I took a deep breath.  Then another.  Lewis beamed.

“More of that next year, my boy, understand?  Well, good New Year to you.”

To you too, Jack.

Wandering Tree Examines the Roots: 2009 Year in Review

A scattered mind like mine should relish the chance to take stock of the past, to reflect on where he has been in an attempt to be ever mindful of the Spirit who wishes to drive him forward.  I can say with all honesty that 2009 has been a year of hills and valleys, at times blinded by the sun, and others times trying to see beyond the mist.  It would be fair to say that I’ve traveled further than I ever have, given my trip to England, and interacted with an extraordinarily diverse group of people: pseudo-hippies, fundamentalist Christians, gay-friendly Christians, English pub owners, Baker St. employees, famous actors, less-than-famous ventriloquists, hobbits, gandalfs, and other LOTR fans, Harry Potter fans, AP instructors, New York cabbies, high school teenagers, monks, and authors of ghost stories.  I created a nonprofit, Hobbit Meals,  to aid the relief work of Second Harvest Food Bank, was entrusted with my first AP class, and drank a pint at a pub where Charles Dickens used to hang out.  I went to a Muppet-themed wedding. I saw Phish again for the first time in nearly 10 years, and Bruce Springsteen for my first time ever.  I met Billy Boyd, who sang extremely sad songs.  I finally procured my Professional Teaching Certificate for the state of Florida.  I met Rob Bell and told him about Hobbit Meals, which ended up in one of his sermons (or at least in a travelogue to keep his congregation up to date).  I turned 35.

Travel seemed to be the highlight of the year, with a week-long sojourn at Bonnaroo, where I was given the nickname “Gandalf,” due to my long pipe (filled only with tobacco, folks) and the enormous copy of Lord of the Rings I brought along with me, which I read each morning.  I was also in a “hobbit” frame of mind, allowing the summer break to relax me.  The trip certainly brought some amount of calm to this anxiety-prone spirit.  It was not long after this when my wife and I traveled to England, exploring, in that frantic American tourist kind of way, London, Bath, Oxford, and Edinburgh.  We met up with the Davis family, who were gracious enough to play host to two Yanks in their native country, including a tour of the Harry Potter set at Leavesden Studios.

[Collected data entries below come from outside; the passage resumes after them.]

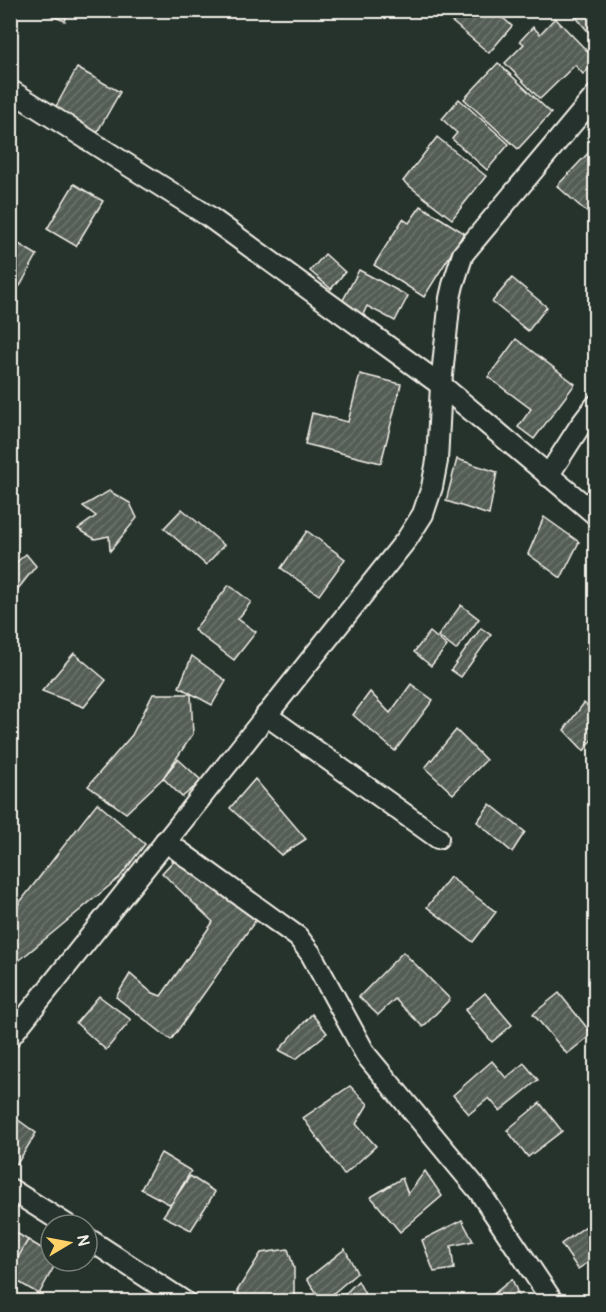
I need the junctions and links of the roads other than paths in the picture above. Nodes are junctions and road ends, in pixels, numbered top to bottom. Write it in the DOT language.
graph roads {
  1 [pos="10,90"];
  2 [pos="596,95"];
  3 [pos="441,385"];
  4 [pos="596,405"];
  5 [pos="548,476"];
  6 [pos="596,515"];
  7 [pos="266,715"];
  8 [pos="438,838"];
  9 [pos="165,841"];
  10 [pos="10,1037"];
  11 [pos="10,1189"];
  12 [pos="48,1213"];
  13 [pos="99,1246"];
  14 [pos="185,1302"];
  15 [pos="553,1302"];
  1 -- 3 [label="street"];
  2 -- 3 [label="street"];
  3 -- 5 [label="street"];
  3 -- 7 [label="street"];
  4 -- 5 [label="street"];
  5 -- 6 [label="street"];
  7 -- 8 [label="street"];
  7 -- 9 [label="street"];
  9 -- 10 [label="street"];
  9 -- 15 [label="street"];
  11 -- 12 [label="street"];
  13 -- 14 [label="street"];
}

School started once again, with more than a little anxiety.  The reason and goals for my profession seemed a bit lost to me this semester, therefore constant search for the foundation of my vocation and a renewed sense of a love for literature dominated my thinking from August to December.  Fragmented thoughts on the implication of tweets and the avoidance of Things in Capital Letters echo in my thinking as of late, to be written down in some reasonable semblance of cohesion soon.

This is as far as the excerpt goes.